It’s quite possible that if Scott Hammons, vice president of design and construction for Bethesda, Maryland-based DiamondRock Hospitality, hadn’t attended the New Paltz campus of the State University of New York, he never would have found his way into hospitality.
More than anything this is due to the allure of neighboring Victorian-era resort, Mohonk Mountain House. “I got a summer job and wound up working there for five years in pretty much every department and learning the value of experiential hospitality.”
A five-year stint at Kimpton Hotels & Restaurants followed, leading to his deepening understanding of lifestyle brands. As Hammons worked to launch Kimpton’s first East Coast properties, he experienced “an ‘aha moment’ that even downtown business hotels didn’t have to be cookie-cutter,” he says. “I was involved in weaving the story of each hotel into everything from the names of the meeting rooms to the design of the do not disturb door hangings.”
Bigger projects followed, including reopening the historic Gramercy Park Hotel in New York with Ian Schrager (“I learned about attention to detail” working with the visionary hotelier, he says) and, as director of project management for Hilton, helping reposition the massive Hilton New York Midtown and the iconic Art Deco Waldorf-Astoria New York, among others.

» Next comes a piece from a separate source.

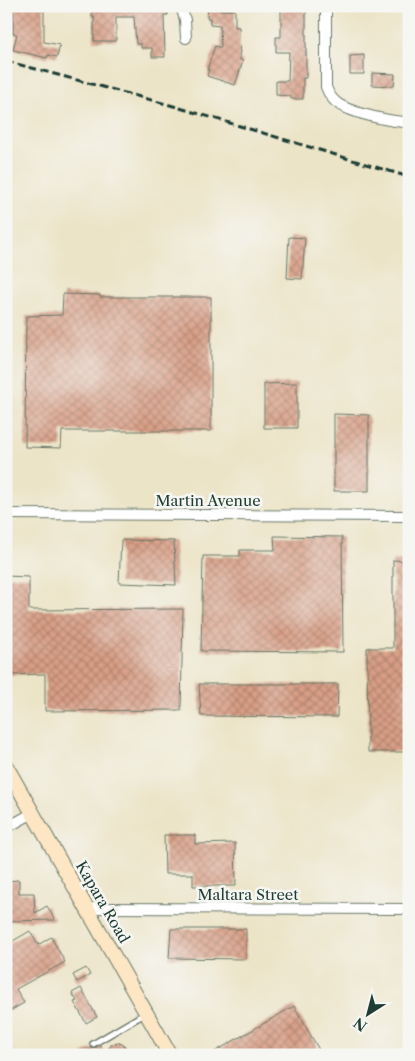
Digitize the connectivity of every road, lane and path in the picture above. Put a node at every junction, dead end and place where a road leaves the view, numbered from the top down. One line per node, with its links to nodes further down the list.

It was a trajectory that eventually led to his role at real estate investment trust DiamondRock, an ownership group that specializes in retooling existing properties. “One of the interesting parts of my career,” Hammons says, “is that I’ve never been responsible for a new build.” In fact, he believes working in historic and existing buildings to be a more rewarding endeavor, and finds the energy of collaborating with design firms—including Wilson Ishihara, EoA, HBA, and more—as both playful and inspiring.
As DiamondRock begins to rebound from the construction delays caused by the coronavirus pandemic, Hammons is looking ahead to more unique unveilings—including an update to the lobby and Toro restaurant at the JW Marriott at Denver Cherry Creek from Los Angeles firm Beleco. “We’re a lot more involved in the design process than other ownership groups,” he points out. “We’re happy to challenge the brands we work with to push the envelope.”